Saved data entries
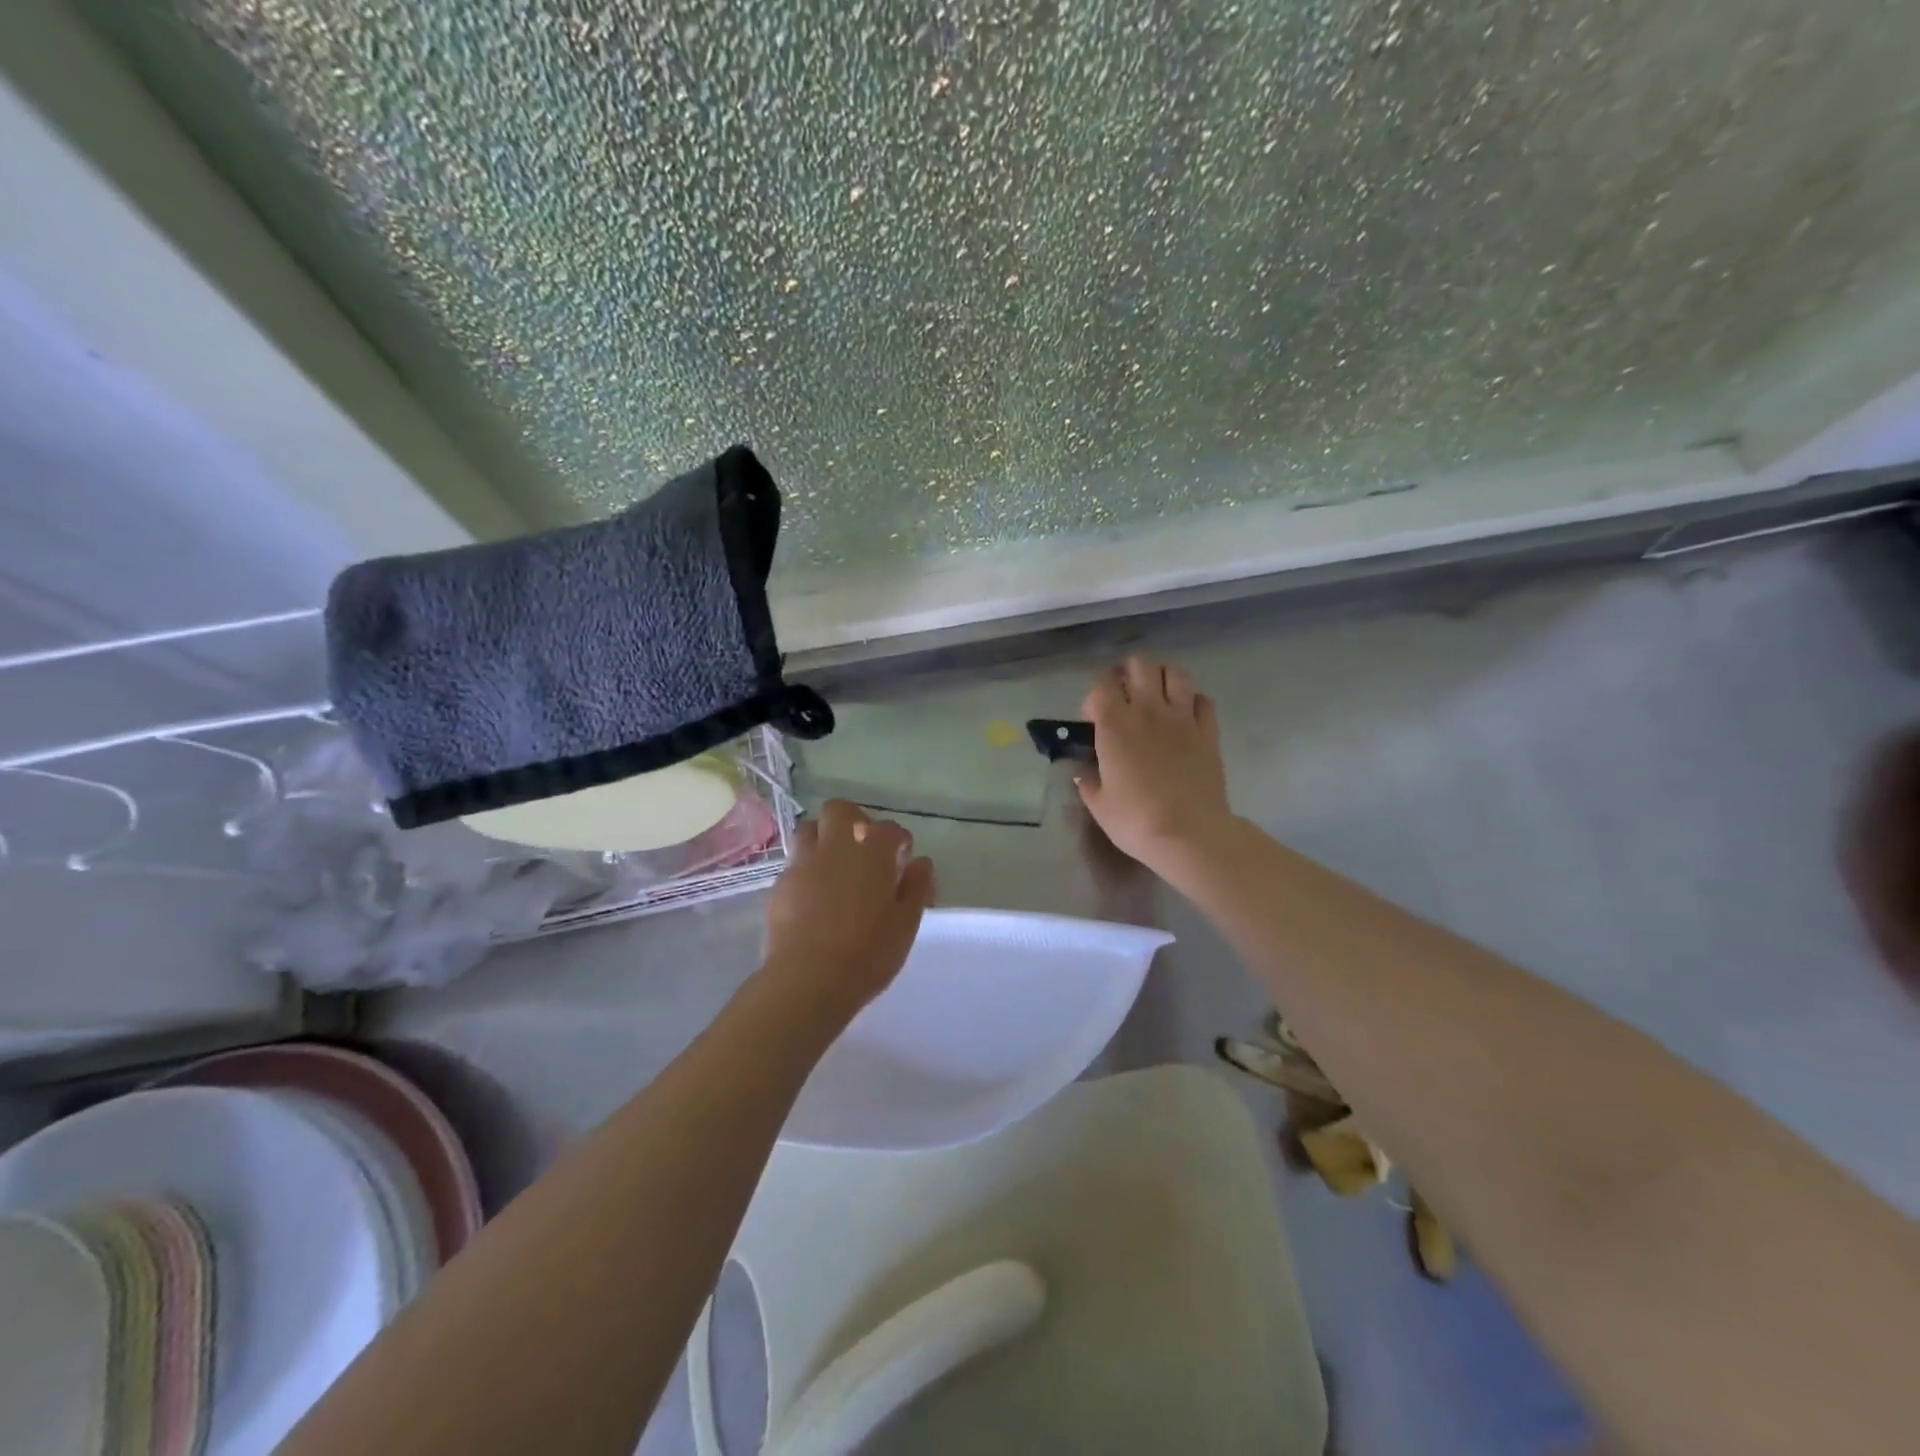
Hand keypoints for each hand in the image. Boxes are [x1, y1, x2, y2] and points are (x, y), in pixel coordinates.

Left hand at [762, 800, 936, 1018]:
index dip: (898, 839)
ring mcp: (802, 864)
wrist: (807, 981)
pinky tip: (814, 896)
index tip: (902, 858)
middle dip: (854, 820)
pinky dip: (807, 870)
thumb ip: (916, 888)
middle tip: (864, 849)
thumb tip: (921, 863)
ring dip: (824, 838)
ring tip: (835, 867)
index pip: (889, 829)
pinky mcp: (779, 886)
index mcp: (871, 853)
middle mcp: (835, 848)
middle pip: (840, 811)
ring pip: (809, 830)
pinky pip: (794, 864)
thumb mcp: (905, 925)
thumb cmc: (867, 954)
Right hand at [1076, 655, 1234, 869]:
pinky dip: (1192, 701)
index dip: (1095, 695)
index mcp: (1115, 725)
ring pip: (1175, 672)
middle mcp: (1148, 711)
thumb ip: (1088, 783)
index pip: (1102, 684)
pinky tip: (1185, 717)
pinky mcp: (1209, 732)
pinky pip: (1203, 700)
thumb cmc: (1135, 820)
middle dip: (1129, 672)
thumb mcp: (1099, 805)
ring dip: (1162, 677)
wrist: (1189, 834)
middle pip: (1140, 664)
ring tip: (1155, 695)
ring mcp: (1183, 718)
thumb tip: (1084, 774)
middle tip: (1124, 694)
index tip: (1092, 718)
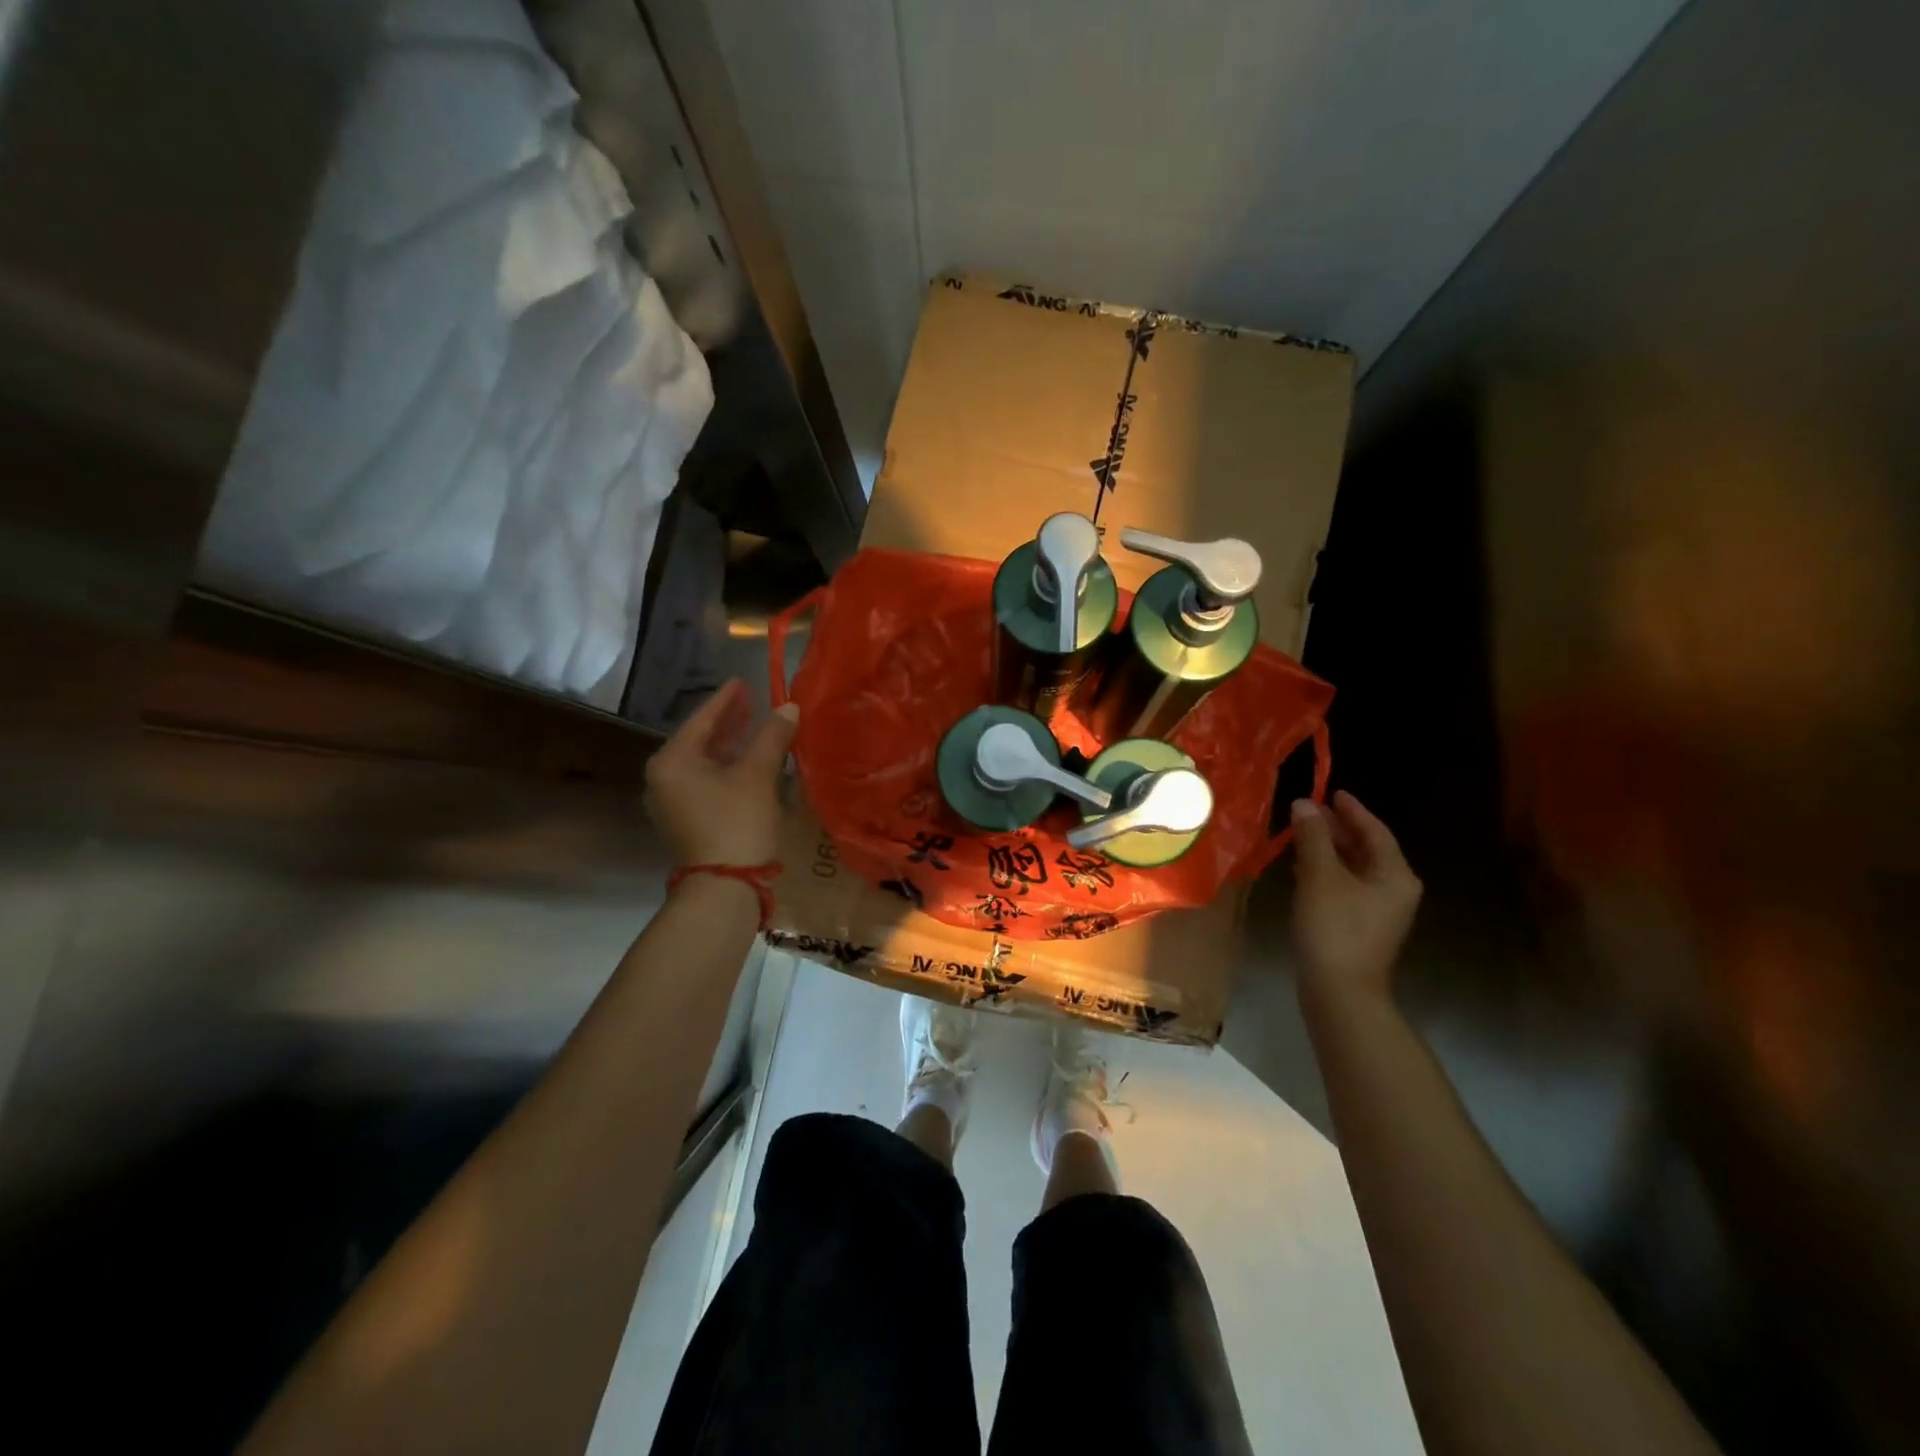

_Directions_
In the records above, how many lines contain the string "thumb"? State that number only.

_Written answer_
8